WHAT TO WORK ON.
This task calls for copying every line in the data below that contains the word "numbered".

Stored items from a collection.
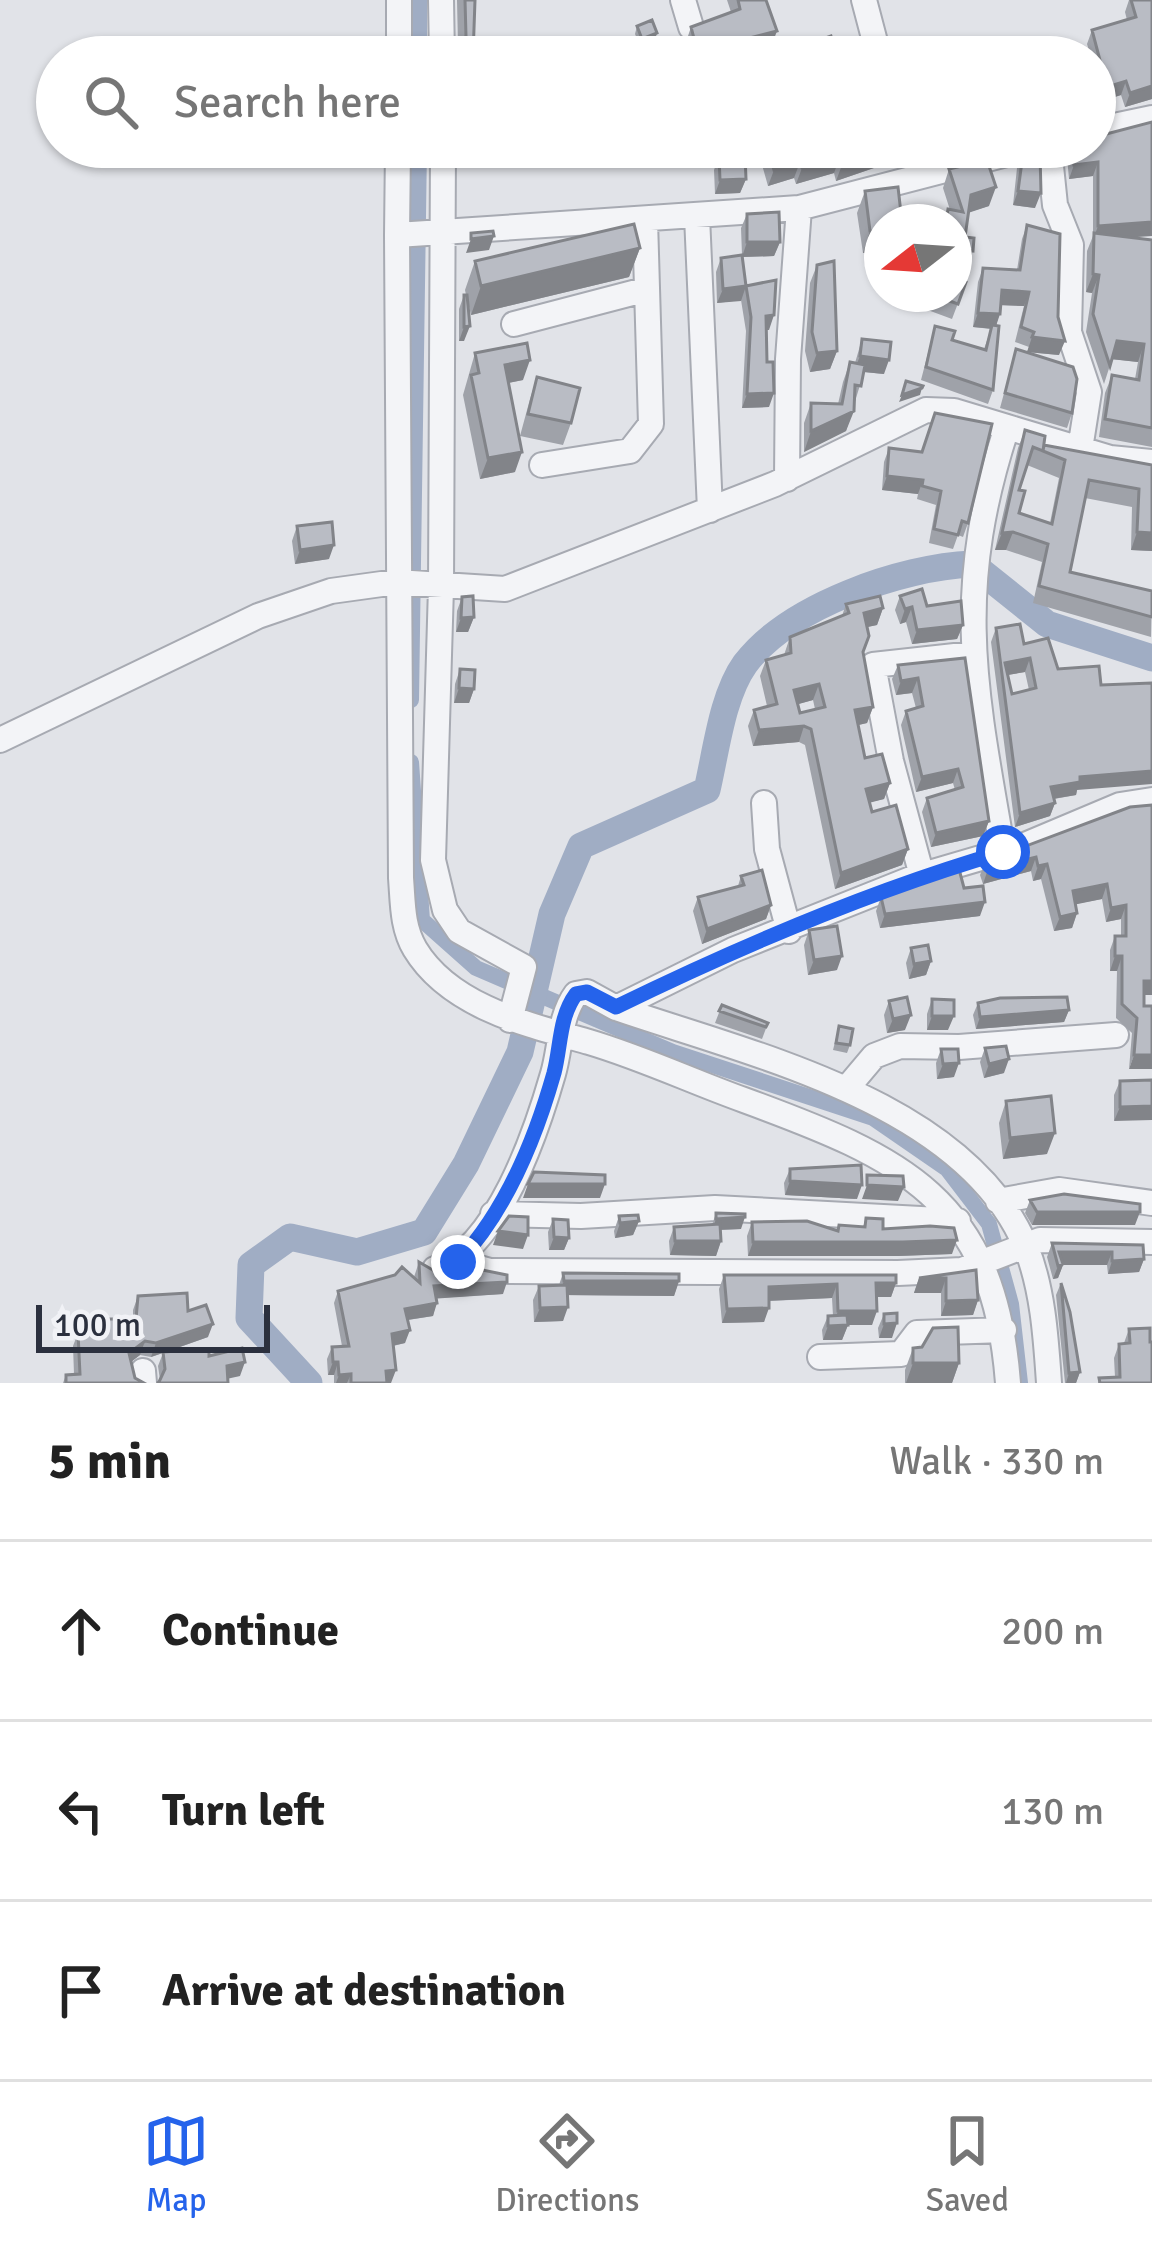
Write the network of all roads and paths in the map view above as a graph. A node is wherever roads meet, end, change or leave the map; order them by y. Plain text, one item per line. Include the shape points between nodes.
1 (399, 0) edge
2 (441, 0) edge
3 (683, 0) edge
4 (864, 0) edge
5 (691, 27) edge
6 (399, 36) edge
7 (442, 36) edge
8 (873, 36) edge
9 (1152, 118) edge
10 (1116, 126) edge
11 (398, 168) edge
12 (442, 168) edge
13 (953, 168) edge
14 (1051, 168) edge
15 (799, 208) junction
16 (697, 216) junction
17 (645, 220) junction
18 (441, 234) junction
19 (399, 235) junction
20 (644, 290) junction
21 (514, 324) dead end
22 (1007, 427) junction
23 (1080, 449) junction
24 (1152, 463) edge
25 (542, 465) dead end
26 (787, 479) junction
27 (710, 510) junction
28 (400, 583) junction
29 (436, 586) junction
30 (973, 654) junction
31 (0, 740) edge
32 (1152, 800) edge
33 (764, 803) dead end
34 (1003, 852) junction
35 (922, 876) junction
36 (789, 931) junction
37 (616, 1007) junction
38 (514, 1014) junction
39 (556, 1031) junction
40 (1116, 1035) dead end
41 (848, 1088) junction
42 (998, 1201) junction
43 (1152, 1203) edge
44 (493, 1214) junction
45 (958, 1221) junction
46 (1152, 1243) edge
47 (1023, 1248) junction
48 (986, 1262) junction
49 (1004, 1330) junction
50 (820, 1357) dead end
51 (1008, 1383) edge
52 (1049, 1383) edge

1 - 6 street
2 - 7 street
3 - 5 street
4 - 8 street
9 - 10 street
11 - 19 street
12 - 18 street
13 - 15 street
14 - 23 street via 1071,244 1069,332 1089,392
15 - 16 street
15 - 26 street
16 - 17 street
16 - 27 street
17 - 18 street
17 - 20 street
18 - 19 street
18 - 29 street
19 - 28 street
20 - 21 street
20 - 25 street via 651,424 643,441 630,451
22 - 23 street
22 - 26 street via 926,410
22 - 30 street via 974,553
23 - 24 street
26 - 27 street
27 - 29 street via 505,589
28 - 29 street
28 - 31 street via 332,591 258,616
28 - 38 street via 404,927 417,953 451,986
29 - 38 street via 433,860 459,931 524,967
30 - 34 street
30 - 35 street via 873,665
32 - 34 street
33 - 36 street via 766,849
34 - 35 street
35 - 36 street
36 - 37 street
37 - 39 street via 587,992 572,998
37 - 41 street
38 - 39 street
39 - 44 street via 532,1140
39 - 45 street via 654,1061 857,1143 924,1187
40 - 41 street via 900,1046 874,1056
41 - 42 street via 936,1143
42 - 43 street via 1059,1190
42 - 47 street
44 - 45 street via 715,1208
44 - 48 street via 447,1266 898,1274
45 - 48 street
46 - 47 street via 1040,1240
47 - 48 street
47 - 52 street via 1038,1293
48 - 49 street
49 - 50 street via 917,1333 901,1354
49 - 51 street

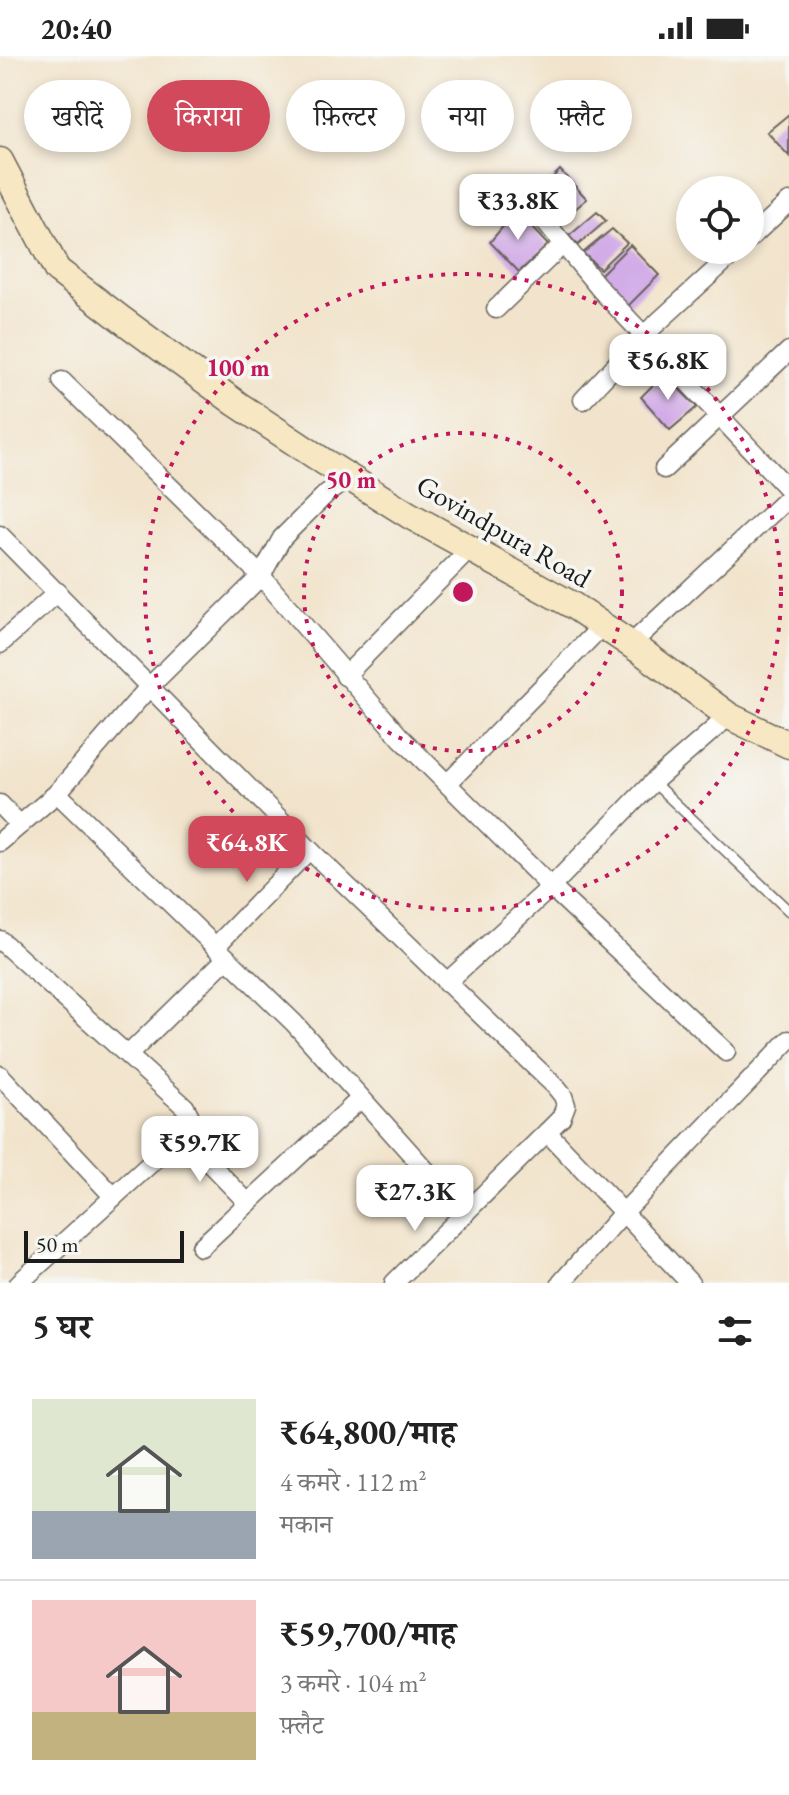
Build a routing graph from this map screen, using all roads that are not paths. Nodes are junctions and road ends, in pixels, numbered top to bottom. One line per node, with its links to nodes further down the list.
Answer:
1 (0, 161): 14 (street, Govindpura Road)
2 (526, 199): 5 (street)
3 (787, 208): 4 (street)
4 (764, 227)
5 (563, 244): 7 (street); 8 (street)
6 (722, 264): 8 (street)
7 (496, 309)
8 (644, 335): 11 (street); 12 (street)
9 (789, 351): 12 (street)
10 (62, 381): 19 (street)
11 (583, 400)
12 (719, 416): 13 (street); 15 (street)
13 (664, 469)
14 (350, 478): 18 (street, Govindpura Road); 19 (street)
15 (789, 490)
16 (789, 497): 23 (street)
17 (0, 535): 20 (street)
18 (469, 550): 21 (street, Govindpura Road); 24 (street)
19 (261, 576): 24 (street); 25 (street)
20 (58, 592): 22 (street); 25 (street)
21 (603, 625): 23 (street, Govindpura Road); 29 (street)
22 (0, 644)
23 (631, 644): 26 (street, Govindpura Road)
24 (345, 676): 29 (street)
25 (149, 687): 30 (street); 34 (street)
26 (729, 716): 27 (street, Govindpura Road); 28 (street)
27 (789, 745)
28 (653, 782): 35 (street); 36 (lane)
29 (448, 783): 35 (street)
30 (57, 793): 32 (street); 38 (street)
31 (0, 804): 32 (street)
32 (20, 825): 33 (street)
33 (0, 842)
34 (309, 850): 38 (street); 39 (street)
35 (551, 887): 39 (street); 41 (street)
36 (789, 911)
37 (0, 940): 42 (street)
38 (221, 953): 42 (street); 44 (street)
39 (446, 983): 45 (street)
40 (789, 1040): 50 (street)
41 (726, 1052)
42 (128, 1055): 46 (street)
43 (0, 1075): 47 (street)
44 (361, 1098): 48 (street); 49 (street)
45 (547, 1132): 49 (street); 50 (street)
46 (182, 1135): 47 (street); 48 (street)
47 (114, 1197): 52 (street)
48 (248, 1203): 51 (street)
49 (465, 1214): 53 (street)
50 (622, 1214): 54 (street); 55 (street)
51 (201, 1247)
52 (19, 1283)
53 (394, 1283)
54 (561, 1283)
55 (690, 1283)

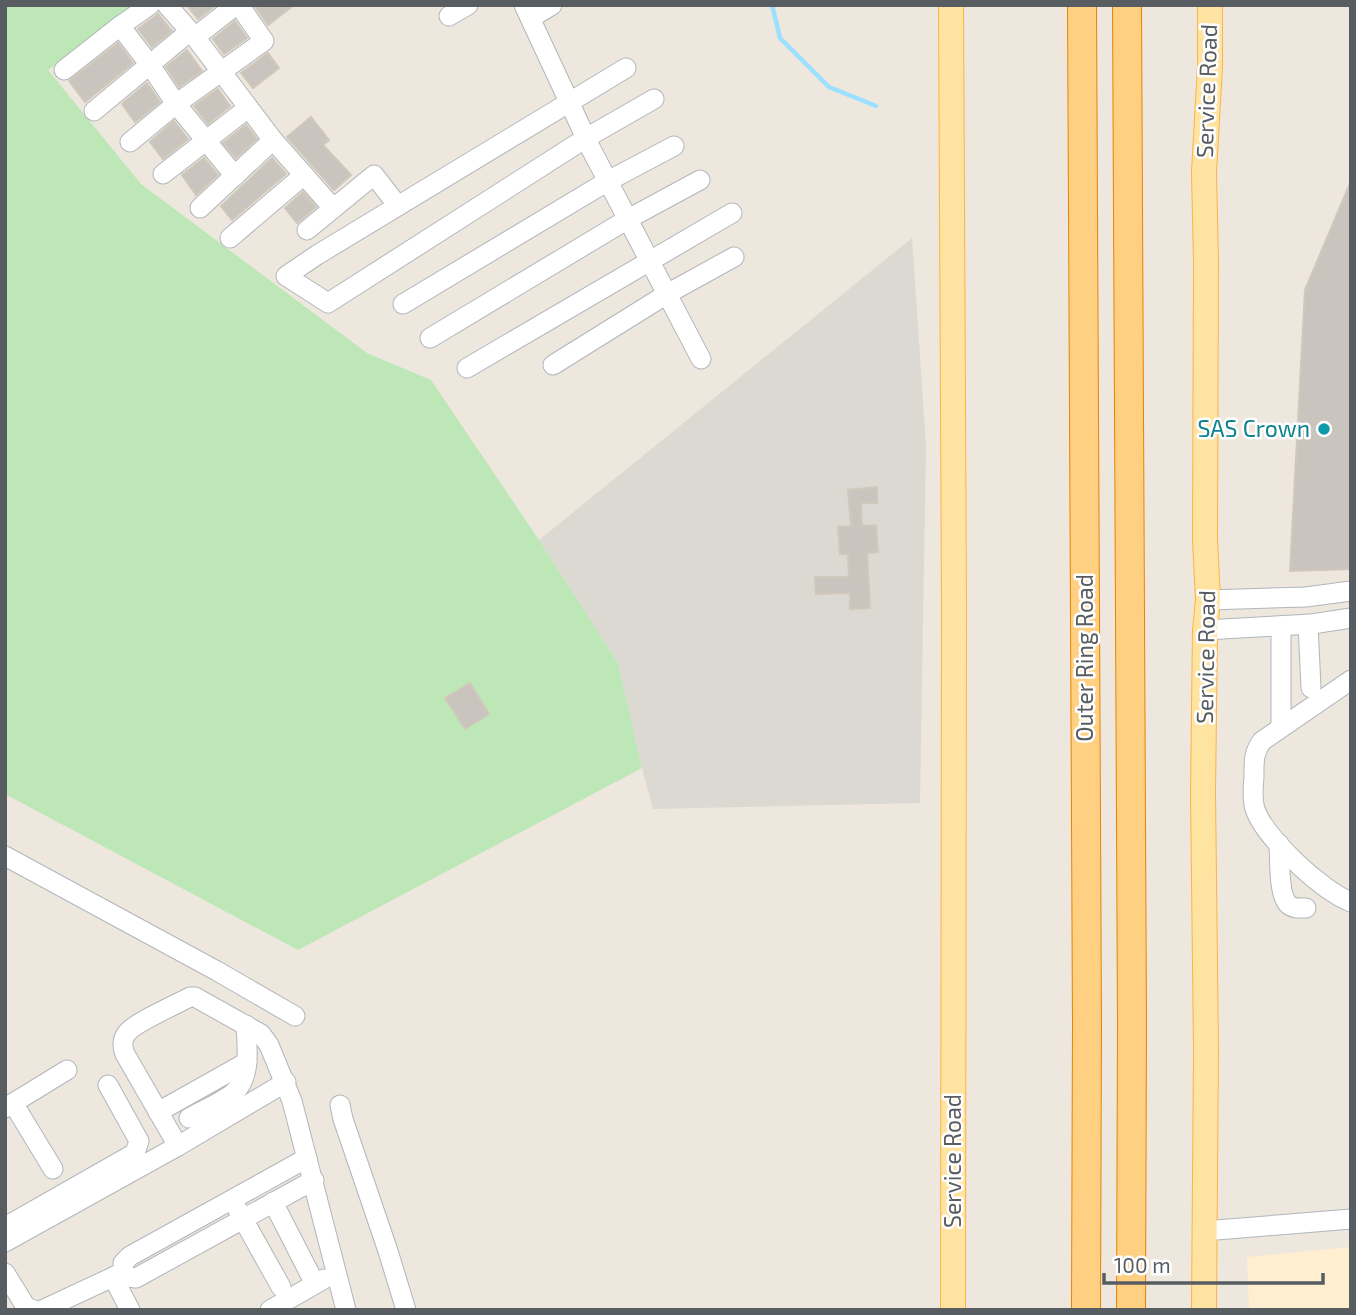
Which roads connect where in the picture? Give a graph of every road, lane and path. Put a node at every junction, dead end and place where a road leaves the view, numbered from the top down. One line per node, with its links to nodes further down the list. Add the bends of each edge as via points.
1 (237, 5): 12 (street); 16 (street, via 264,41)
2 (468, 5): 10 (street)
3 (552, 5): 9 (street)
4 (951, 5): 95 (main road, Service Road)
5 (1082, 5): 96 (highway, Outer Ring Road)
6 (1128, 5): 97 (highway, Outer Ring Road)
7 (1210, 5): 48 (main road, Service Road, via 1204,173)
8 (163, 6): 11 (street); 12 (street)
9 (527, 12): 18 (street)
10 (449, 16)
11 (120, 26): 13 (street); 15 (street)
12 (192, 35): 13 (street); 16 (street)
13 (150, 65): 19 (street); 21 (street)
14 (626, 68): 18 (street)
15 (64, 70)
16 (221, 72): 19 (street); 20 (street)
17 (654, 99): 22 (street)
18 (569, 101): 22 (street); 32 (street)
19 (176, 104): 24 (street); 25 (street)
20 (248, 108): 23 (street); 24 (street)
21 (94, 111)
22 (586, 138): 31 (street); 32 (street, via 328,303 286,276)
23 (274, 140): 28 (street); 29 (street)
24 (205, 141): 27 (street); 29 (street)
25 (130, 142)
26 (674, 146): 31 (street)
27 (163, 174)
28 (304, 175): 34 (street); 38 (street)
29 (235, 177): 33 (street)
30 (700, 180): 36 (street)
31 (608, 181): 36 (street); 42 (street)
32 (398, 206): 34 (street, via 374,174)
33 (200, 208)
34 (333, 208): 37 (street)
35 (732, 213): 40 (street)
36 (628, 219): 40 (street); 43 (street)
37 (307, 230)
38 (230, 238)
39 (734, 257): 41 (street)
40 (650, 262): 41 (street); 46 (street)
41 (667, 294): 44 (street); 45 (street)
42 (403, 304)
43 (430, 338)
44 (701, 359)
45 (553, 365)
46 (467, 368)
47 (1351, 591): 48 (street)
48 (1208, 600): 52 (main road, Service Road)
49 (1351, 618): 50 (street)
50 (1308, 624): 51 (street); 54 (street)
51 (1281, 626): 52 (street); 55 (street)
52 (1205, 630): 82 (main road, Service Road)
53 (1351, 680): 55 (street)
54 (1311, 688)
55 (1281, 727): 56 (street, via 1256,749 1253,788 1256,813)
56 (1279, 844): 58 (street, via 1314,880); 59 (street, via 1284,898 1291,906)
57 (5, 856): 60 (street)
58 (1351, 902)
59 (1306, 908)
60 (217, 971): 61 (street); 62 (street)
61 (249, 990): 63 (street); 64 (street)
62 (202, 1000): 64 (street); 71 (street, via 190,997 124,1036 122,1048)
63 (295, 1016)
64 (239, 1022): 65 (street); 67 (street, via 266,1040)
65 (247, 1062): 71 (street); 72 (street, via 234,1093)
66 (67, 1070): 69 (street)
67 (286, 1082): 73 (street); 74 (street)
68 (108, 1085): 81 (street, via 139,1141 135,1153)
69 (9, 1105): 75 (street)
70 (340, 1105): 94 (street)
71 (158, 1112): 73 (street)
72 (189, 1118)
73 (178, 1146): 83 (street)
74 (307, 1158): 76 (street); 77 (street)
75 (52, 1170)
76 (314, 1180): 78 (street); 84 (street)
77 (232, 1200): 79 (street); 86 (street, via 127,1258)
78 (273, 1202): 79 (street); 87 (street)
79 (243, 1219): 86 (street, via 136,1278); 88 (street)
80 (1351, 1219): 82 (street)
81 (5, 1227)
82 (1204, 1231): 98 (main road, Service Road)
83 (5, 1242)
84 (336, 1272): 87 (street); 93 (street)
85 (5, 1273): 89 (street, via 26,1307)
86 (119, 1274): 90 (street); 91 (street)
87 (315, 1284): 92 (street)
88 (281, 1287)
89 (34, 1310)
90 (42, 1310)
91 (130, 1310)
92 (270, 1310)
93 (346, 1310)
94 (405, 1310)
95 (953, 1310)
96 (1086, 1310)
97 (1131, 1310)
98 (1204, 1310)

FINISHED TASK.
Build a routing graph from this map screen, using all roads that are not paths. Nodes are junctions and road ends, in pixels, numbered top to bottom. One line per node, with its links to nodes further down the list.
Which roads connect where in the picture? Give a graph of every road, lane and path. Put a node at every junction, dead end and place where a road leaves the view, numbered from the top down. One line per node, with its links to nodes further down the list. Add the bends of each edge as via points.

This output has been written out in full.